Le karaté algérien comptait au début des années quatre-vingt-dix 350.000
licenciés, un chiffre qui était supérieur au nombre du sport le plus populaire
d'Algérie, le football. Durant cette période, le karaté algérien avait réussi
une remarquable percée sur le plan international, grâce à l'un de ses plus
brillants athlètes, Réda Benkaddour, qui s'est adjugé
le titre mondial en kumité lors du championnat du
monde qu'avait abrité Alger en 1993. Le succès retentissant de Benkaddour avait ouvert la voie à ses coéquipiers en équipe
nationale, tels Rachid Teghri (vice- champion du
monde en kata), Amina Sékiou (championne d'Afrique en
kata), Nadira Zerrouki, championne de l'Union des
pays méditerranéens dans la spécialité kata. Presque tous les internationaux de
cette période faste du karaté algérien raflaient la mise aux championnats
arabes et africains. Or, ces performances n'étaient pas en fait le simple fruit
du hasard, mais bien le résultat d'une politique planifiée par la FAKT qui,
sous la direction de son ancien président Chérif Tifaoui,
avait réussi à mettre en place un véritable plan de développement et de
massification de la discipline qui s'étalait sur plusieurs années et qui fut
appliqué avec rigueur par les 48 ligues de la Fédération.
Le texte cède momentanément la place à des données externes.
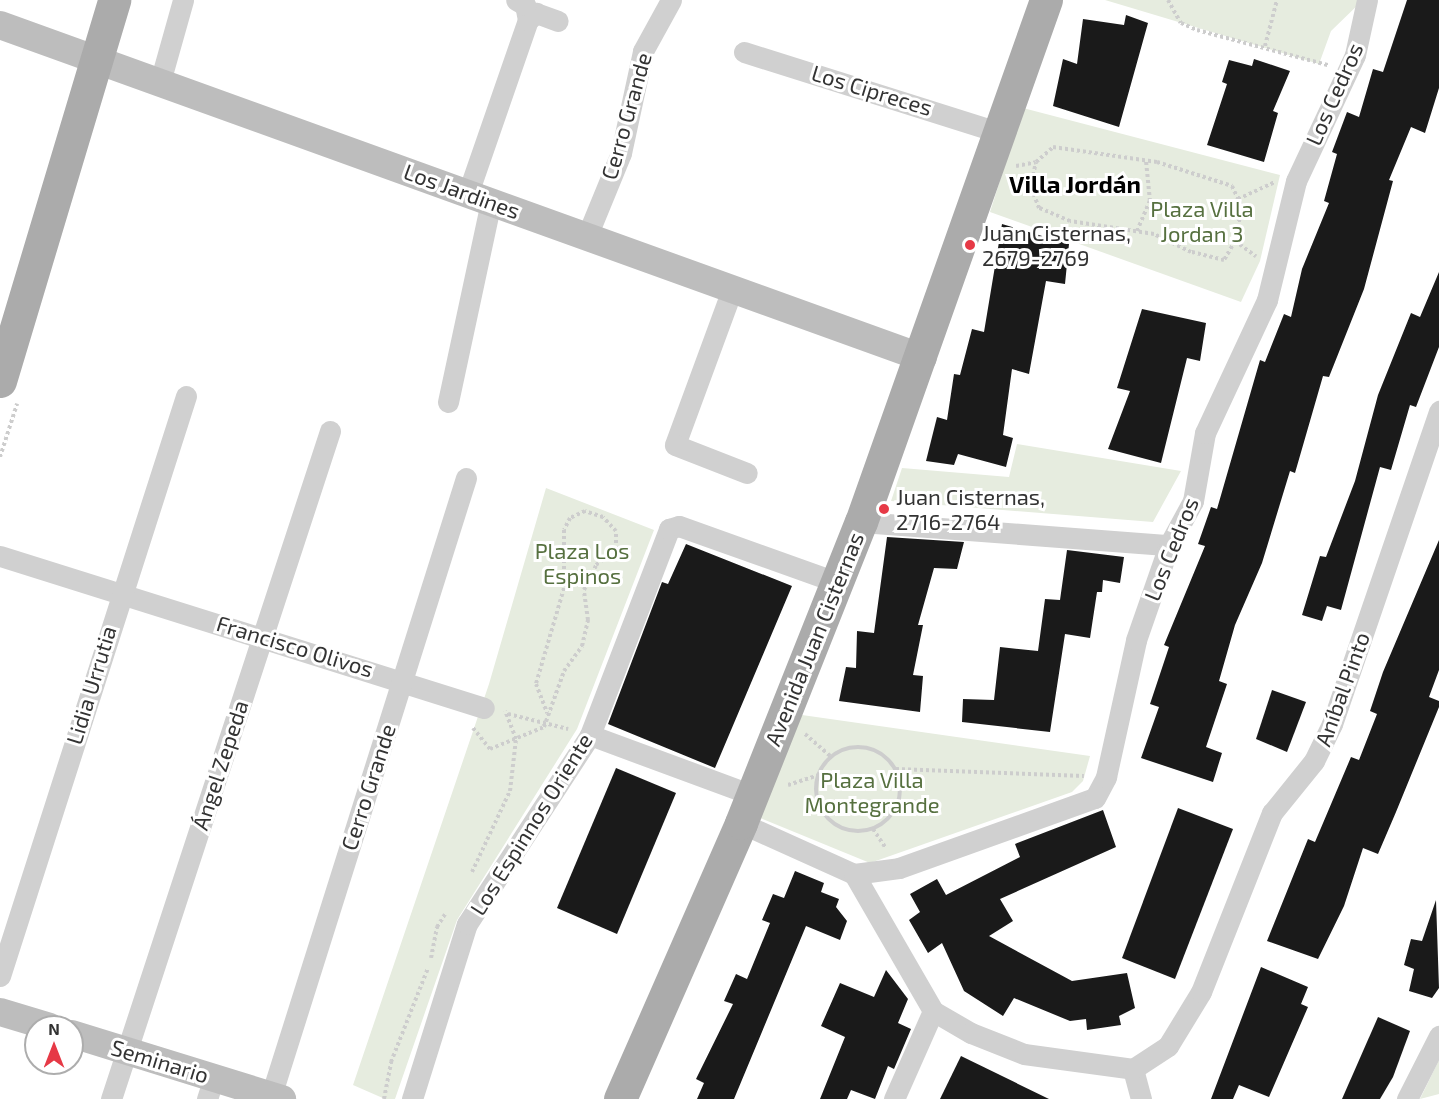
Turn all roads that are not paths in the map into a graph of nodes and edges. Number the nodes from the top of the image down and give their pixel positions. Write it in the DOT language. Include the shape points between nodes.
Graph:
graph roads {
  1 [pos="114,0"];
  2 [pos="183,0"];
  3 [pos="516,0"];
  4 [pos="671,0"];
  5 [pos="1046,0"];
  6 [pos="1367,0"];
  7 [pos="528,20"];
  8 [pos="558,21"];
  9 [pos="0,25"];
  10 [pos="744,52"];
  11 [pos="97,59"];
  12 [pos="160,82"];
  13 [pos="998,132"];
  14 [pos="479,197"];
  15 [pos="587,236"];
  16 [pos="733,287"];
  17 [pos="923,358"];
  18 [pos="0,381"];
  19 [pos="186,396"];
  20 [pos="448,402"];
  21 [pos="1439,411"];
  22 [pos="330,431"];
  23 [pos="747,473"];
  24 [pos="466,478"];
  25 [pos="861,522"];
  26 [pos="1169,545"];
  27 [pos="0,556"];
  28 [pos="836,582"];
  29 [pos="120,592"];
  30 [pos="262,636"];
  31 [pos="402,679"];
  32 [pos="484,708"];
  33 [pos="590,735"];
  34 [pos="746,809"];
  35 [pos="854,874"];
  36 [pos="0,976"];
  37 [pos="0,1011"];
  38 [pos="933,1011"];
  39 [pos="24,1019"];
  40 [pos="1439,1036"];
  41 [pos="84,1038"];
  42 [pos="126,1050"];
  43 [pos="1132,1069"];
  44 [pos="210,1088"];
  45 [pos="276,1097"];
  46 [pos="111,1099"];
  47 [pos="412,1099"];
  48 [pos="620,1099"];
  49 [pos="894,1099"];
  50 [pos="1141,1099"];
  51 [pos="1407,1099"];
  1 -- 11 [label="main road"];
  2 -- 12 [label="street"];
  3 -- 7 [label="street" via="525,5"];
  4 -- 15 [label="street, Cerro Grande" via="644,51 621,153"];
  5 -- 13 [label="main road, Avenida Juan Cisternas"];
  6 -- 26 [label="street, Los Cedros" via="1354,55 1296,181 1277,271 1205,433 1193,501"];
  7 -- 8 [label="street" via="536,13"];
  7 -- 14 [label="street"];
  9 -- 11 [label="street, Los Jardines"];
  10 -- 13 [label="street, Los Cipreces"];
  11 -- 12 [label="street, Los Jardines"];
  11 -- 18 [label="main road"];
  12 -- 14 [label="street, Los Jardines"];
  13 -- 17 [label="main road, Avenida Juan Cisternas"];
  14 -- 15 [label="street, Los Jardines"];
  14 -- 20 [label="street"];
  15 -- 16 [label="street, Los Jardines"];
  16 -- 17 [label="street, Los Jardines"];
  16 -- 23 [label="street" via="675,445"];
  17 -- 25 [label="main road, Avenida Juan Cisternas"];
  19 -- 29 [label="street, Lidia Urrutia"];
  21 -- 43 [label="street, Aníbal Pinto" via="1332,724 1314,761 1272,813 1201,993 1168,1047"];
  22 -- 30 [label="street, Ángel Zepeda"];
  24 -- 31 [label="street, Cerro Grande"];
  25 -- 26 [label="street"];
  25 -- 28 [label="main road, Avenida Juan Cisternas"];
  26 -- 35 [label="street, Los Cedros" via="1136,640 1106,777 1095,798 899,868"];
  27 -- 29 [label="street, Francisco Olivos"];
  28 -- 33 [label="street, Los Espinnos Oriente" via="680,526 669,529"];
  28 -- 34 [label="main road, Avenida Juan Cisternas"];
  29 -- 30 [label="street, Francisco Olivos"];
  29 -- 36 [label="street, Lidia Urrutia"];
  30 -- 31 [label="street, Francisco Olivos"];
  30 -- 42 [label="street, Ángel Zepeda"];
  31 -- 32 [label="street, Francisco Olivos"];
  31 -- 45 [label="street, Cerro Grande"];
  33 -- 34 [label="street"];
  33 -- 47 [label="street, Los Espinnos Oriente" via="467,924"];
  34 -- 35 [label="street"];
  34 -- 48 [label="main road, Avenida Juan Cisternas"];
  35 -- 38 [label="street"];
  37 -- 39 [label="street"];
  38 -- 43 [label="street" via="971,1033 1024,1054"];
  38 -- 49 [label="street"];
  40 -- 51 [label="street"];
  41 -- 42 [label="street, Seminario"];
  42 -- 44 [label="street, Seminario"];
  42 -- 46 [label="street, Ángel Zepeda"];
  43 -- 50 [label="street"];
  44 -- 45 [label="street, Seminario"];
}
Le développement de
la discipline et ses consécrations sur le plan national et international durera
jusqu'à la fin des années 90, avant de connaître une nette régression. Les
différents présidents qui se sont succédé à la tête de la FAKT n'ont pas réussi
à maintenir la même dynamique de la discipline qui faisait la fierté des
Algériens. Les luttes d'influence, les dissensions ainsi que la mauvaise
gestion ont fini par mettre à genoux la Fédération, victime d'une grave crise.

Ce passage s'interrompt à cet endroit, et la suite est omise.